WORK INSTRUCTIONS
Which lines in the data contain the word "every"? Please copy each of them.

GIVEN INFORMATION
>>>
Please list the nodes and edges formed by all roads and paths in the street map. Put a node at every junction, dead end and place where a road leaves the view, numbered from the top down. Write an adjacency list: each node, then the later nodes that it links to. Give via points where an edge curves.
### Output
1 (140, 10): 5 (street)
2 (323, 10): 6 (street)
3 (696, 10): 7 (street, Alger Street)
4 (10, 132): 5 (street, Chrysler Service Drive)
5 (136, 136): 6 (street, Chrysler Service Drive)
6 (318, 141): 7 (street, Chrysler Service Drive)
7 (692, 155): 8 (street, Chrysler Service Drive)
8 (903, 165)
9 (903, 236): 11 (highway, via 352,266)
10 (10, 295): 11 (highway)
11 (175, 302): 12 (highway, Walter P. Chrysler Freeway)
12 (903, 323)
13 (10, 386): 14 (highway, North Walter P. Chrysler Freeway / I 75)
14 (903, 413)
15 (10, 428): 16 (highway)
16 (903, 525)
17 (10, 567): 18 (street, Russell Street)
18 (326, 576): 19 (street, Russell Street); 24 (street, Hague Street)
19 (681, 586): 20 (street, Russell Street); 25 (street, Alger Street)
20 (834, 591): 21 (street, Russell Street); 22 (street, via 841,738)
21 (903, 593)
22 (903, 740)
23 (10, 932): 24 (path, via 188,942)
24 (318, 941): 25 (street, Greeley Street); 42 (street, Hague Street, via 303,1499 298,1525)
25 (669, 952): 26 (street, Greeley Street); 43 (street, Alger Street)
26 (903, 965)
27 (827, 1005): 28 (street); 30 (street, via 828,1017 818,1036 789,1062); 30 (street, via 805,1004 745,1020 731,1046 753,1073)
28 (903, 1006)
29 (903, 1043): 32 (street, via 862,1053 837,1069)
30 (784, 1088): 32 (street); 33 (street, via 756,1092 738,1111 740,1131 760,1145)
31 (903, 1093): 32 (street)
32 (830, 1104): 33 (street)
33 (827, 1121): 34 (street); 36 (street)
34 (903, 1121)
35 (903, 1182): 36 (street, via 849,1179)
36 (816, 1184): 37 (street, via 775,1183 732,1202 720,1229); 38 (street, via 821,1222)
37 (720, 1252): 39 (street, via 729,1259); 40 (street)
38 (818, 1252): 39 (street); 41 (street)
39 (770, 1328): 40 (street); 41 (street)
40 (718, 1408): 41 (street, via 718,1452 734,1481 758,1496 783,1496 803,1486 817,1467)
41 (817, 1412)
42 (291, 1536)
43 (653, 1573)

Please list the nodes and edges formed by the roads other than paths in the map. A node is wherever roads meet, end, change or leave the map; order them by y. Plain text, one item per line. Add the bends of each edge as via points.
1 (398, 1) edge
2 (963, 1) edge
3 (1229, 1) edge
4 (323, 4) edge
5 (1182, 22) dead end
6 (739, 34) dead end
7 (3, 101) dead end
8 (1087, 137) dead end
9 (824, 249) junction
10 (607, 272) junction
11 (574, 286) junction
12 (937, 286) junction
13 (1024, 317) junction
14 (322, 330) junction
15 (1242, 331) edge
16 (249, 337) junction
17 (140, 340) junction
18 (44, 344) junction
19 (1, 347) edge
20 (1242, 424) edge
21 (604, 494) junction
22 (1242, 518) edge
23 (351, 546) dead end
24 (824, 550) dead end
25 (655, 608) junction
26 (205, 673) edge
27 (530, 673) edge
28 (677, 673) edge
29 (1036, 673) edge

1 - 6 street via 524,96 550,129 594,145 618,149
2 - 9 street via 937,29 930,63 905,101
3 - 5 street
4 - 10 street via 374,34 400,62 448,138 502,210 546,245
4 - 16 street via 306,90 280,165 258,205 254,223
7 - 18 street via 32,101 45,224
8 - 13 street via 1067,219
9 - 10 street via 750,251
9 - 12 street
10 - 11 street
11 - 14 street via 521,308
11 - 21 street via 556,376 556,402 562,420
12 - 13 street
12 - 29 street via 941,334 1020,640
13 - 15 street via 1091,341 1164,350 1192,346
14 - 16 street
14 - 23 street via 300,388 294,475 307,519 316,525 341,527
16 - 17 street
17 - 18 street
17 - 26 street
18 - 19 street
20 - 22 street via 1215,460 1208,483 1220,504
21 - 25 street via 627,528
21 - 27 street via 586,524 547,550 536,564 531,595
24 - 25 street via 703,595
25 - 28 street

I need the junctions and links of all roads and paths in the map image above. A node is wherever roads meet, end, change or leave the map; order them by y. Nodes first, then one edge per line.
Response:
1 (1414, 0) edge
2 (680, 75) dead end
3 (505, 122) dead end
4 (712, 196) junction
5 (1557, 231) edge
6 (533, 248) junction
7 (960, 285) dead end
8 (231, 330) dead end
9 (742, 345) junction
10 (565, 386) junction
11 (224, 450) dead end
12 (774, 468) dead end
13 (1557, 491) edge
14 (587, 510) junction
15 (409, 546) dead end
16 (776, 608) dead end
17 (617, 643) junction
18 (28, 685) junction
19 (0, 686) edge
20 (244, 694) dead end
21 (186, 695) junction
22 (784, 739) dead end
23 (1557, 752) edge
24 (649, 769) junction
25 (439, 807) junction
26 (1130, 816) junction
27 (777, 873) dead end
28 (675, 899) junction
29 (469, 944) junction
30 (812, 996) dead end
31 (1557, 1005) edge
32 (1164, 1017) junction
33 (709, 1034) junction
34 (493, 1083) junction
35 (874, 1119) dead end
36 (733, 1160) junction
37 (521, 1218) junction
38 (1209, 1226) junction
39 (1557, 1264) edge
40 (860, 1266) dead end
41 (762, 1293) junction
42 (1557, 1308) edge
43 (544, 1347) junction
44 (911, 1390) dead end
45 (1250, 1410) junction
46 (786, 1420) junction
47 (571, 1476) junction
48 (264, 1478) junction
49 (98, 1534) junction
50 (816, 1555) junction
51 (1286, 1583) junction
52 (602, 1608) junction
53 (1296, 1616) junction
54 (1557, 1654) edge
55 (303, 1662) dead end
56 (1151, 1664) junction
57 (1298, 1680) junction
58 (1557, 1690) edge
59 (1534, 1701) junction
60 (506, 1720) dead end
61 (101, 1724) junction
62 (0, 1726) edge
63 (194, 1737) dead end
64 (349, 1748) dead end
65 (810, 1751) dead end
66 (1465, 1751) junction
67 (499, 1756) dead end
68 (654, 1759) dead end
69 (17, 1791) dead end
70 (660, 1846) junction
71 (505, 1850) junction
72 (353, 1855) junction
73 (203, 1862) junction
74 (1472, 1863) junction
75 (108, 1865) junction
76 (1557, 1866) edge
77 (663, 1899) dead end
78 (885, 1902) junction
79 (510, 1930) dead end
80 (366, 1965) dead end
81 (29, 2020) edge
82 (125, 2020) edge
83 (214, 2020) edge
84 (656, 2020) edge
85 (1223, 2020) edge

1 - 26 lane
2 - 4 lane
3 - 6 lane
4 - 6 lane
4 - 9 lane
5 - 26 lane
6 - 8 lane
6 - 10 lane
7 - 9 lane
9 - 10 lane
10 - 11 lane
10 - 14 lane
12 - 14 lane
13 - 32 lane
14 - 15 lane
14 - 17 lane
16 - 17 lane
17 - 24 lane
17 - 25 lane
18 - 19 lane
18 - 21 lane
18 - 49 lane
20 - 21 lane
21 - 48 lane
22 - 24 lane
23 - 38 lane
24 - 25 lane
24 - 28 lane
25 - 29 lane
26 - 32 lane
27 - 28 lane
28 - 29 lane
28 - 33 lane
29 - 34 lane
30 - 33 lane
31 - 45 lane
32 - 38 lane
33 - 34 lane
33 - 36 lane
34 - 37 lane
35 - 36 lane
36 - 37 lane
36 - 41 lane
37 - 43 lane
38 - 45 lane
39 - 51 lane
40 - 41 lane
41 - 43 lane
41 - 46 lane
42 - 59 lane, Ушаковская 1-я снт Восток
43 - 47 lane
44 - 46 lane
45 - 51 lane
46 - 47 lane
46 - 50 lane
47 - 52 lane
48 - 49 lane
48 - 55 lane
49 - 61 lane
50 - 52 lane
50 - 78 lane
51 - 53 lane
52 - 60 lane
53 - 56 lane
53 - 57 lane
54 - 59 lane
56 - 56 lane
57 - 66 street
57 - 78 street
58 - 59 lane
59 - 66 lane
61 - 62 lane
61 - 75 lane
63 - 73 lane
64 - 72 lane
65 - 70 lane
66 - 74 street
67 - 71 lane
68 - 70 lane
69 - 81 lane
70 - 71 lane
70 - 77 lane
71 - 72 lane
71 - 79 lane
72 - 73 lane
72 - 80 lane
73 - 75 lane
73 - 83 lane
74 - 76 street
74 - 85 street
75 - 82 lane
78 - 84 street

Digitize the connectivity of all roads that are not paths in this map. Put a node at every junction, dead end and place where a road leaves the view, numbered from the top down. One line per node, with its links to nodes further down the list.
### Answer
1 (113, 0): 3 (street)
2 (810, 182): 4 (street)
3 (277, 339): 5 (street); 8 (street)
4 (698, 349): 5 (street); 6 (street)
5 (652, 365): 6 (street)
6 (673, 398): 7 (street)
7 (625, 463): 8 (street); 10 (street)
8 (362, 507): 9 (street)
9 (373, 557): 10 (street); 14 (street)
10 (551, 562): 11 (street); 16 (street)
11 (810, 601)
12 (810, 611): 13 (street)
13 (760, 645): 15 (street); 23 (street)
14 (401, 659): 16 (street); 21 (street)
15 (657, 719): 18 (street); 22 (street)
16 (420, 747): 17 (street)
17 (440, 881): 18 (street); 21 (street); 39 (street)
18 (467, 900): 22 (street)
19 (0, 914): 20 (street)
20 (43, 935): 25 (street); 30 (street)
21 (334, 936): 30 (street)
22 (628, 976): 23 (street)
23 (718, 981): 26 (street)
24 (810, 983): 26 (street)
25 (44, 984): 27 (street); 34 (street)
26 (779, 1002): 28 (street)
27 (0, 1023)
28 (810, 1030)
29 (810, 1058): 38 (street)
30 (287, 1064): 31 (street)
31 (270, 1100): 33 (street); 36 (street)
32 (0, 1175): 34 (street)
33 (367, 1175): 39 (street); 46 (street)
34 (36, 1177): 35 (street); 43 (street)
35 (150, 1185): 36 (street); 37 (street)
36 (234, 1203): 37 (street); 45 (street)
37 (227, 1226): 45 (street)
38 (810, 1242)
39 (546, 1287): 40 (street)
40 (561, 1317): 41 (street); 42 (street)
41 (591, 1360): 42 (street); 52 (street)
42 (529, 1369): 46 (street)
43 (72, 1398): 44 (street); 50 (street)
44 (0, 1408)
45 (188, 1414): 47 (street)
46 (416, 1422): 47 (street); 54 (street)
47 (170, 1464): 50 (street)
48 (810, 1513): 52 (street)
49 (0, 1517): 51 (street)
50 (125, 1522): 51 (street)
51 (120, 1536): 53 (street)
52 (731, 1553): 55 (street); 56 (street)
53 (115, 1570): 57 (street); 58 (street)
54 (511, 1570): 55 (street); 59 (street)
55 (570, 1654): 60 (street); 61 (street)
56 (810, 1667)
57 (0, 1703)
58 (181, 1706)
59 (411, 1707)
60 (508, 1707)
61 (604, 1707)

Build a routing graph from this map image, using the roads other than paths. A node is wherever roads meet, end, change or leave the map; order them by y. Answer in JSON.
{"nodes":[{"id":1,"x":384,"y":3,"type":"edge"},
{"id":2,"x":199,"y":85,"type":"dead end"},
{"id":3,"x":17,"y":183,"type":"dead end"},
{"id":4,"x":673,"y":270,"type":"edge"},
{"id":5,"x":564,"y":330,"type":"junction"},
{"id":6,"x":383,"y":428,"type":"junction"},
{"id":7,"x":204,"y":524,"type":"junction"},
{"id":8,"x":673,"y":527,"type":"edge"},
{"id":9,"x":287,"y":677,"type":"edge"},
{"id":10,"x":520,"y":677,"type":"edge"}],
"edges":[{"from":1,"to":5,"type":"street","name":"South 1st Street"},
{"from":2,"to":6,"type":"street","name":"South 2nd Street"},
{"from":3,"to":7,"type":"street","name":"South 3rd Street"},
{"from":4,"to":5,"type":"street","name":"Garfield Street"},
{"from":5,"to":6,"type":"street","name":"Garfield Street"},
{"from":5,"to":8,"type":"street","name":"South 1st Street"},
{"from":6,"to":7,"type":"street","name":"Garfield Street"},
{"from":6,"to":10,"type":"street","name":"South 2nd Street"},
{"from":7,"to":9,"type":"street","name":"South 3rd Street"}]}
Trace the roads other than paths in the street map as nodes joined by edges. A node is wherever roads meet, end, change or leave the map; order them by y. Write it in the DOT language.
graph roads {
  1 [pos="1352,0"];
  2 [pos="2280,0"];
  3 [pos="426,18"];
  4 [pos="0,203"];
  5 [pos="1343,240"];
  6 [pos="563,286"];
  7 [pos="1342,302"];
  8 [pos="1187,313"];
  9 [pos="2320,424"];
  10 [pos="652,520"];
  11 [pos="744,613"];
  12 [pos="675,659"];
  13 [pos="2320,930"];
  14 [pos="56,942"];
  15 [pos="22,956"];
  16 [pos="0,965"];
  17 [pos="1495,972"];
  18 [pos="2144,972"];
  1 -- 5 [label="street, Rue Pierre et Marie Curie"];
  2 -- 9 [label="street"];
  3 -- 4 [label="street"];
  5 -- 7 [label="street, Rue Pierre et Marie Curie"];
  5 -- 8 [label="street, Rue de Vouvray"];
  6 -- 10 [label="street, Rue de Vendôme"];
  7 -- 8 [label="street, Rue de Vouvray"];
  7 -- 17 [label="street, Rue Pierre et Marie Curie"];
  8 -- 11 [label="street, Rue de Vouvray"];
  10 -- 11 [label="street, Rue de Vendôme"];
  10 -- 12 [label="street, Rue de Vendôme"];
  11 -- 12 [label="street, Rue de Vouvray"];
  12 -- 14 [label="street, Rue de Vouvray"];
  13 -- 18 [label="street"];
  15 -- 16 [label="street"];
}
<<<
SOLUTION
Please list the nodes and edges formed by all roads and paths in the street map. Put a node at every junction, dead end and place where a road leaves the view, numbered from the top down. Write an adjacency list: each node, then the later nodes that it links to. Give via points where an edge curves.
Digitize the connectivity of all roads that are not paths in this map. Put a node at every junction, dead end and place where a road leaves the view, numbered from the top down. One line per node, with its links to nodes further down the list.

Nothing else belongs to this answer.